If a line in the listing below contains the word "main", count it, then please give only the number of such lines.

◇ ◇ ◇ ◇ ◇ ◇ ◇

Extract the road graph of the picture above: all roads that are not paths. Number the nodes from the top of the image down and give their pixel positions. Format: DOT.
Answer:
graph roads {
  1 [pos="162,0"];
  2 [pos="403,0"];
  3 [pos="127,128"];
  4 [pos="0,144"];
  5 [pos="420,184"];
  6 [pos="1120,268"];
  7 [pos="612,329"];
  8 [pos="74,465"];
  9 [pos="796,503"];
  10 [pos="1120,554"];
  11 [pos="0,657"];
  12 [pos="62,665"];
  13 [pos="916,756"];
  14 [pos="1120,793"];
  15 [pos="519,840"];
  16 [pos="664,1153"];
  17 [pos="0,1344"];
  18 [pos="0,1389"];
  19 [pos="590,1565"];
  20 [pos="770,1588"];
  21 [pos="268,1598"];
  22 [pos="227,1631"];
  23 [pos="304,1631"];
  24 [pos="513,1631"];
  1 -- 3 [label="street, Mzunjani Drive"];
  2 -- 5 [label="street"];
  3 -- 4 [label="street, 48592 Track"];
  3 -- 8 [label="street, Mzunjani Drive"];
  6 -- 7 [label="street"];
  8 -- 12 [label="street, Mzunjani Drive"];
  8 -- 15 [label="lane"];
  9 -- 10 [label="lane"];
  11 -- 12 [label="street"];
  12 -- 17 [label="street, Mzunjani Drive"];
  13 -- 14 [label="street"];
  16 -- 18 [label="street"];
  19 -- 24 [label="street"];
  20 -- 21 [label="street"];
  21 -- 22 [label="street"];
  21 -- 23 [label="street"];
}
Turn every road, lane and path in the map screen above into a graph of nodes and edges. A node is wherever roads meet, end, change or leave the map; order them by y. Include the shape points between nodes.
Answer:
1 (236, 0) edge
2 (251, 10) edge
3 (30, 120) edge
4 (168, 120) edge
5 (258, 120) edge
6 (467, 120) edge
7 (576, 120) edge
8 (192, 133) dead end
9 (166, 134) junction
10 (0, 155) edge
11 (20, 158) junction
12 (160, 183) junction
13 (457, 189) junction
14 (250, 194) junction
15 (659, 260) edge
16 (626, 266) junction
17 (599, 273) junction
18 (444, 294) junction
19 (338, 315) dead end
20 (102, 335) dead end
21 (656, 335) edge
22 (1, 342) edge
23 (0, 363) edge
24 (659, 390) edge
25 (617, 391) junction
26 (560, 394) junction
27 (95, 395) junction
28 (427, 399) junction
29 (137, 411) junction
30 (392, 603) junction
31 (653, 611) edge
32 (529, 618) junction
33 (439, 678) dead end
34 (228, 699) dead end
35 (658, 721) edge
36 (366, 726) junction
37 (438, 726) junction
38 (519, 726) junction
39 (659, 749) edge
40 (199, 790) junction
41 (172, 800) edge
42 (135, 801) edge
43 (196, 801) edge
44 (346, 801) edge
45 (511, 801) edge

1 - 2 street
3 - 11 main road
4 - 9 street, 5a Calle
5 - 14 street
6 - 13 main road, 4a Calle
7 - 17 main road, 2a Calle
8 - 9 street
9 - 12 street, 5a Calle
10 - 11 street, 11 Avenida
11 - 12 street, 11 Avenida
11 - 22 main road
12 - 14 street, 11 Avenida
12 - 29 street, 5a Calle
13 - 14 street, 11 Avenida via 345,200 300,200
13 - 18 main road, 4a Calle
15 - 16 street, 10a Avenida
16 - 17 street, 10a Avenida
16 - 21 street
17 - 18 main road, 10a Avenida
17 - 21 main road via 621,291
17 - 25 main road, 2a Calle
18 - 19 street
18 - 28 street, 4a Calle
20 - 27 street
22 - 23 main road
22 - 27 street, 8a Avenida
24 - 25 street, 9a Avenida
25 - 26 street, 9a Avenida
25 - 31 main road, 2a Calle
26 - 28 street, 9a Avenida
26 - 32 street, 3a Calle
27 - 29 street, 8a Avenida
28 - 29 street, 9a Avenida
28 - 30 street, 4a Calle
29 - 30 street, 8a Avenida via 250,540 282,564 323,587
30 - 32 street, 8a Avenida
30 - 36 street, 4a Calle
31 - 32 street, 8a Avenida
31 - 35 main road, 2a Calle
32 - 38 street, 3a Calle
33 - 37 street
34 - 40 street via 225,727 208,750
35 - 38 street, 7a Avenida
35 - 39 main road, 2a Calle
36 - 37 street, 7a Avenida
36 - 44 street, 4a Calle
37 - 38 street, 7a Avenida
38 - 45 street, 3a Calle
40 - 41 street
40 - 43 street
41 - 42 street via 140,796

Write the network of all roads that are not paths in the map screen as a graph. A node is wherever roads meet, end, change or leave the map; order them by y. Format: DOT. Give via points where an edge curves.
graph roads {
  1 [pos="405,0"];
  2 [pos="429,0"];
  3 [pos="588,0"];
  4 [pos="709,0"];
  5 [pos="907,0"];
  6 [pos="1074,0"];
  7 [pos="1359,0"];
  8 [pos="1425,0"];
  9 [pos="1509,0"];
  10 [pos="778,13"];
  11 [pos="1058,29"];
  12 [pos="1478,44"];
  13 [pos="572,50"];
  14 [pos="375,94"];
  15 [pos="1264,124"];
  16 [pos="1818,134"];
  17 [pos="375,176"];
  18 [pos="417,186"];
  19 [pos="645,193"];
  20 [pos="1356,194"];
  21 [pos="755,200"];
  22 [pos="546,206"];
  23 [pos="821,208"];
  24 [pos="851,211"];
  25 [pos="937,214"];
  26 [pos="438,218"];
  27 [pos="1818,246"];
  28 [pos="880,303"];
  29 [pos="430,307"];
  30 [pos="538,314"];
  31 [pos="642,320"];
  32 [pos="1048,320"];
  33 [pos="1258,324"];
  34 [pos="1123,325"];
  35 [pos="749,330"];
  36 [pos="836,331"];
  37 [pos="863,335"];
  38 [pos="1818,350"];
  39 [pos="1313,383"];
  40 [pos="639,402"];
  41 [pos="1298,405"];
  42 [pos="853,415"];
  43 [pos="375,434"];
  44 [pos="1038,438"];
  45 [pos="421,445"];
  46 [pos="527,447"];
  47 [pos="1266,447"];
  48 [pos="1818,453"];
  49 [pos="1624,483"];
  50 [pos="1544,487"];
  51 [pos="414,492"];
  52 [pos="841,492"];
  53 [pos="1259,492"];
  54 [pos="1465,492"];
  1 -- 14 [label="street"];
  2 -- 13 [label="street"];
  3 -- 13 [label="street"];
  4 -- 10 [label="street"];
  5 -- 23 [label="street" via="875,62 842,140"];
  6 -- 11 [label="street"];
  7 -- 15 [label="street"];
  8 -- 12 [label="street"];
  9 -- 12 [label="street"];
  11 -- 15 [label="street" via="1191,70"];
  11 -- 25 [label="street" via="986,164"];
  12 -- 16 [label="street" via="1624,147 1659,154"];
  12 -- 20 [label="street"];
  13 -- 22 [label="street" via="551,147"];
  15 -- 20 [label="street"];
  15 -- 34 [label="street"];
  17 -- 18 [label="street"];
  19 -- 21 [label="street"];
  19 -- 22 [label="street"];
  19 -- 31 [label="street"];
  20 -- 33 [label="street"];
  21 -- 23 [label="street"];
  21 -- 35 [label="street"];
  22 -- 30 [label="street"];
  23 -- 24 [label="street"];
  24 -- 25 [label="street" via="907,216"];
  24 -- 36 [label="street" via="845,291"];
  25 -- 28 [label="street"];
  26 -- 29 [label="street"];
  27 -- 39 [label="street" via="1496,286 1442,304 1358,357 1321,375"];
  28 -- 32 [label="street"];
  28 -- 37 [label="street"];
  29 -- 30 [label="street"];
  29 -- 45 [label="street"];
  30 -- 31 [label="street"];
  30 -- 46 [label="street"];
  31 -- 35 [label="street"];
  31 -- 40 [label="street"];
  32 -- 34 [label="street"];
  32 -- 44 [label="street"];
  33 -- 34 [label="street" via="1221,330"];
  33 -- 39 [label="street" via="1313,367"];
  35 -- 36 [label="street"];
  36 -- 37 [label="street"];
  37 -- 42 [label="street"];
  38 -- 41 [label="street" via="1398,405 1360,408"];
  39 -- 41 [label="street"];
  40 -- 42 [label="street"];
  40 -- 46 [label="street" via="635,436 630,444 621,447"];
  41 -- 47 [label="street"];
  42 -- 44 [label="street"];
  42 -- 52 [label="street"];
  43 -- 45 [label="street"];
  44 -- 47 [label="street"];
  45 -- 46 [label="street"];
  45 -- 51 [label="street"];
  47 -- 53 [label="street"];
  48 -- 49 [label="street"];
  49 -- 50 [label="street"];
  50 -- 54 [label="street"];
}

◇ ◇ ◇ ◇ ◇ ◇ ◇

_ANSWER TO THE PROBLEM_. 12